__ACTIVITY__: Print out the entries below with no edits.
+ + + + + + +
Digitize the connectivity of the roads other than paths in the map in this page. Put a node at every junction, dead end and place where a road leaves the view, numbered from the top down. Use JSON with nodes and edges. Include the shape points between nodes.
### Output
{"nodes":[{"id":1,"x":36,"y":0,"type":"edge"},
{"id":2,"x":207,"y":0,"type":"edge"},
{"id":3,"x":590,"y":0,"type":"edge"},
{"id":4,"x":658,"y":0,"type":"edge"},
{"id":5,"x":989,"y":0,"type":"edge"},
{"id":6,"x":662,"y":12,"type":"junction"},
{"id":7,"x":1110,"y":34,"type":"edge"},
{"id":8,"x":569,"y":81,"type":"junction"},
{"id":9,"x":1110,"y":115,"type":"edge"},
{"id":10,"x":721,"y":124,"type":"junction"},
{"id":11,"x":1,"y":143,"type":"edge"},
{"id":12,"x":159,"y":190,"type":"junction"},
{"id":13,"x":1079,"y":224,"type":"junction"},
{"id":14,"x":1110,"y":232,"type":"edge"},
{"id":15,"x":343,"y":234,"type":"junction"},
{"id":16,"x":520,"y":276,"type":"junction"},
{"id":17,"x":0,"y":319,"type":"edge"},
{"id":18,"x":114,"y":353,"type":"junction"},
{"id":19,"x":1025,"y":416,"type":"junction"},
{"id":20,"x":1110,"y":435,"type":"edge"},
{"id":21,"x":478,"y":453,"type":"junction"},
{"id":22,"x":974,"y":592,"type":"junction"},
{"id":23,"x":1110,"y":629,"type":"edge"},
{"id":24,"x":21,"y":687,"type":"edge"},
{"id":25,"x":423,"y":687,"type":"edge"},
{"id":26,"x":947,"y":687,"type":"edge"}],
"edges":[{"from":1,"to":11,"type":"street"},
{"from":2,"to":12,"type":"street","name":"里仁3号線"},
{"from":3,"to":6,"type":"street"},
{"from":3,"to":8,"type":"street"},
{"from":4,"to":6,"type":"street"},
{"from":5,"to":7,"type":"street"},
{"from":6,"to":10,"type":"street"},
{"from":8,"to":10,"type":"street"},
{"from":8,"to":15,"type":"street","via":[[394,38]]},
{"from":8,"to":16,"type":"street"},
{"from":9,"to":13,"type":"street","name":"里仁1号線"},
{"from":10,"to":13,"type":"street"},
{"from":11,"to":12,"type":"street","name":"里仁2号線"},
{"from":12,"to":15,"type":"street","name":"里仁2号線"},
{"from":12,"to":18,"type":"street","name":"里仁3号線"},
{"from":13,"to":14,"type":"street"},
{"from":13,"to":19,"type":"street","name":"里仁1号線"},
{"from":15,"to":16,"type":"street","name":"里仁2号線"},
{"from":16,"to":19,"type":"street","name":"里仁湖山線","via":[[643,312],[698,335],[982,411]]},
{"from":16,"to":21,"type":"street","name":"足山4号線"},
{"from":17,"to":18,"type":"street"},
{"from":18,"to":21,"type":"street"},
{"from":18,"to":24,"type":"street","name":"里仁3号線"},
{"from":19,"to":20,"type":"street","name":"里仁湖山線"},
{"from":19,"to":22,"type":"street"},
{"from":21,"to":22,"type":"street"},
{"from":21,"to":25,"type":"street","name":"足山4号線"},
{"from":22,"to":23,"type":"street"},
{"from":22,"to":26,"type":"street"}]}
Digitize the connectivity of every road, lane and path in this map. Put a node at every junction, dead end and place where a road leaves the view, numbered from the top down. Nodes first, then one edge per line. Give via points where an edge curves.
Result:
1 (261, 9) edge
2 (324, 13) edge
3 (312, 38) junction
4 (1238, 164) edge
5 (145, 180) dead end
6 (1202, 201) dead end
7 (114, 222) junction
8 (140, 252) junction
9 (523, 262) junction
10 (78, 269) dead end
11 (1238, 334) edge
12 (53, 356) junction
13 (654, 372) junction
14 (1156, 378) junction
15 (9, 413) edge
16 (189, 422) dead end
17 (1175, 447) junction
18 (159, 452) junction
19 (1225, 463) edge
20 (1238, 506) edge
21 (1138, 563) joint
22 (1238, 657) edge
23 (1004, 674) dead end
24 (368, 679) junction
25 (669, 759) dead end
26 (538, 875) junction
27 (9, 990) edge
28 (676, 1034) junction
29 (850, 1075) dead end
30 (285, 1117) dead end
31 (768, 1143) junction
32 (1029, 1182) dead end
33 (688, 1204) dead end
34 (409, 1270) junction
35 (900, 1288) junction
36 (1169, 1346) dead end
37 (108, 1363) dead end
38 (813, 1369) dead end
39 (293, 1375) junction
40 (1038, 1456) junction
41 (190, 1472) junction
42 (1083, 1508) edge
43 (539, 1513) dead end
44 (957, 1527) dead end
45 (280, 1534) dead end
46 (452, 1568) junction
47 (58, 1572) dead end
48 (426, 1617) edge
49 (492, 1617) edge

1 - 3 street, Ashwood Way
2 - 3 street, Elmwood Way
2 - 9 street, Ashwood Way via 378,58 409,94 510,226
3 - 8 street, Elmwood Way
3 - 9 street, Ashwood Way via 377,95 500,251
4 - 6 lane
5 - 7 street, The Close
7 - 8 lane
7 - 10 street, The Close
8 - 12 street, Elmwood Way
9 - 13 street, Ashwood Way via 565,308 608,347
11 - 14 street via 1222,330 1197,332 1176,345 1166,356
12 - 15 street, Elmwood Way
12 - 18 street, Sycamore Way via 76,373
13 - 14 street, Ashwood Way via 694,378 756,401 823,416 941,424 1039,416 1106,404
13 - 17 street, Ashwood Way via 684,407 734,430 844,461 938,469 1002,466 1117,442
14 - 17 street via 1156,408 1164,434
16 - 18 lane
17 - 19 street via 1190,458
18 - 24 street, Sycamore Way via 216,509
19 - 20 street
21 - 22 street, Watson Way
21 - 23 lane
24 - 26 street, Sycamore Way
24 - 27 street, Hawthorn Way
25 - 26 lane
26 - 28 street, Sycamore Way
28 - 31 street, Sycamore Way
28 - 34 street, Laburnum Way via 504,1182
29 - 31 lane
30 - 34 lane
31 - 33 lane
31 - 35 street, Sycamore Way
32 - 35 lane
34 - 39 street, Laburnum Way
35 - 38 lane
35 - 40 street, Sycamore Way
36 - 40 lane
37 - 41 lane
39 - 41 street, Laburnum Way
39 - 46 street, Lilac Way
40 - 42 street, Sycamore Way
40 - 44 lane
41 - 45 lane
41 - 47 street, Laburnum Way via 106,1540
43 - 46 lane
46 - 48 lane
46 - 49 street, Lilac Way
+ + + + + + +
__WRITTEN ANSWER__:
Digitize the connectivity of the roads other than paths in the map in this page. Put a node at every junction, dead end and place where a road leaves the view, numbered from the top down. Use JSON with nodes and edges. Include the shape points between nodes.
### Output
{"nodes":[{"id":1,"x":36,"y":0,"type":"edge"},
{"id":2,"x":207,"y":0,"type":"edge"},
{"id":3,"x":590,"y":0,"type":"edge"},
{"id":4,"x":658,"y":0,"type":"edge"},
{"id":5,"x":989,"y":0,"type":"edge"},
{"id":6,"x":662,"y":12,"type":"junction"},
{"id":7,"x":1110,"y":34,"type":"edge"},
{"id":8,"x":569,"y":81,"type":"junction"},
{"id":9,"x":1110,"y":115,"type":"edge"},
{"id":10,"x":721,"y":124,"type":"junction"},
{"id":11,"x":1,"y":143,"type":"edge"},
{"id":12,"x":159,"y":190,"type":"junction"},
{"id":13,"x":1079,"y":224,"type":"junction"},
{"id":14,"x":1110,"y":232,"type":"edge"},
{"id":15,"x":343,"y":234,"type":"junction"},
{"id":16,"x":520,"y":276,"type":"junction"},
{"id":17,"x":0,"y":319,"type":"edge"},
{"id":18,"x":114,"y":353,"type":"junction"},
{"id":19,"x":1025,"y":416,"type":"junction"},
{"id":20,"x":1110,"y":435,"type":"edge"},
{"id":21,"x":478,"y":453,"type":"junction"},
{"id":22,"x":974,"y":592,"type":"junction"},
{"id":23,"x":1110,"y":629,"type":"edge"},
{"id":24,"x":21,"y":687,"type":"edge"},
{"id":25,"x":423,"y":687,"type":"edge"},
{"id":26,"x":947,"y":687,"type":"edge"}],
"edges":[{"from":1,"to":11,"type":"street"},
{"from":2,"to":12,"type":"street","name":"里仁3号線"},
{"from":3,"to":6,"type":"street"},
{"from":3,"to":8,"type":"street"},
{"from":4,"to":6,"type":"street"},
{"from":5,"to":7,"type":"street"},
{"from":6,"to":10,"type":"street"},
{"from":8,"to":10,"type":"street"},
{"from":8,"to":15,"type":"street","via":[[394,38]]},
{"from":8,"to":16,"type":"street"},
{"from":9,"to":13,"type":"street","name":"里仁1号線"},
{"from":10,"to":13,"type":"street"},
{"from":11,"to":12,"type":"street","name":"里仁2号線"},
{"from":12,"to":15,"type":"street","name":"里仁2号線"},
{"from":12,"to":18,"type":"street","name":"里仁3号線"},
{"from":13,"to":14,"type":"street"},
{"from":13,"to":19,"type":"street","name":"里仁1号線"},
{"from":15,"to":16,"type":"street","name":"里仁2号線"},
{"from":16,"to":19,"type":"street","name":"里仁湖山線","via":[[643,312],[698,335],[982,411]]},
{"from":16,"to":21,"type":"street","name":"足山4号線"},
{"from":17,"to":18,"type":"street"},
{"from":18,"to":21,"type":"street"},
{"from":18,"to":24,"type":"street","name":"里仁3号線"},
{"from":19,"to":20,"type":"street","name":"里仁湖山線"},
{"from":19,"to":22,"type":"street"},
{"from":21,"to":22,"type":"street"},
{"from":21,"to":25,"type":"street","name":"足山4号線"},
{"from":22,"to":23,"type":"street"},
{"from":22,"to":26,"type":"street"}]}
Digitize the connectivity of every road, lane and path in this map. Put a node at every junction, dead end and place where a road leaves the view, numbered from the top down. Nodes first, then one edge per line. Give via points where an edge curves.
Result:
1 (261, 9) edge
2 (324, 13) edge
3 (312, 38) junction
4 (1238, 164) edge
5 (145, 180) dead end
6 (1202, 201) dead end
7 (114, 222) junction
8 (140, 252) junction
9 (523, 262) junction
10 (78, 269) dead end
11 (1238, 334) edge
12 (53, 356) junction
13 (654, 372) junction
14 (1156, 378) junction
15 (9, 413) edge
16 (189, 422) dead end
17 (1175, 447) junction
18 (159, 452) junction
19 (1225, 463) edge
20 (1238, 506) edge
21 (1138, 563) joint
22 (1238, 657) edge
23 (1004, 674) dead end
24 (368, 679) junction
25 (669, 759) dead end
26 (538, 875) junction
27 (9, 990) edge
28 (676, 1034) junction
29 (850, 1075) dead end
30 (285, 1117) dead end
31 (768, 1143) junction
32 (1029, 1182) dead end
33 (688, 1204) dead end
34 (409, 1270) junction
35 (900, 1288) junction
36 (1169, 1346) dead end
37 (108, 1363) dead end
38 (813, 1369) dead end
39 (293, 1375) junction
40 (1038, 1456) junction
41 (190, 1472) junction
42 (1083, 1508) edge
43 (539, 1513) dead end
44 (957, 1527) dead end
45 (280, 1534) dead end
46 (452, 1568) junction
47 (58, 1572) dead end
48 (426, 1617) edge
49 (492, 1617) edge

1 - 3 street, Ashwood Way
2 - 3 street, Elmwood Way
2 - 9 street, Ashwood Way via 378,58 409,94 510,226
3 - 8 street, Elmwood Way
3 - 9 street, Ashwood Way via 377,95 500,251
4 - 6 lane
5 - 7 street, The Close
7 - 8 lane
7 - 10 street, The Close
8 - 12 street, Elmwood Way
9 - 13 street, Ashwood Way via 565,308 608,347
11 - 14 street via 1222,330 1197,332 1176,345 1166,356
12 - 15 street, Elmwood Way
12 - 18 street, Sycamore Way via 76,373
13 - 14 street, Ashwood Way via 694,378 756,401 823,416 941,424 1039,416 1106,404
13 - 17 street, Ashwood Way via 684,407 734,430 844,461 938,469 1002,466 1117,442
14 - 17 street via 1156,408 1164,434
16 - 18 lane
17 - 19 street via 1190,458
18 - 24 street, Sycamore Way via 216,509
19 - 20 street
21 - 22 street, Watson Way
21 - 23 lane
24 - 26 street, Sycamore Way
24 - 27 street, Hawthorn Way
25 - 26 lane
26 - 28 street, Sycamore Way
28 - 31 street, Sycamore Way
28 - 34 street, Laburnum Way via 504,1182
29 - 31 lane
30 - 34 lane
31 - 33 lane
31 - 35 street, Sycamore Way
32 - 35 lane
34 - 39 street, Laburnum Way
35 - 38 lane
35 - 40 street, Sycamore Way
36 - 40 lane
37 - 41 lane
39 - 41 street, Laburnum Way
39 - 46 street, Lilac Way
40 - 42 street, Sycamore Way
40 - 44 lane
41 - 45 lane
41 - 47 street, Laburnum Way via 106,1540
43 - 46 lane
46 - 48 lane
46 - 49 street, Lilac Way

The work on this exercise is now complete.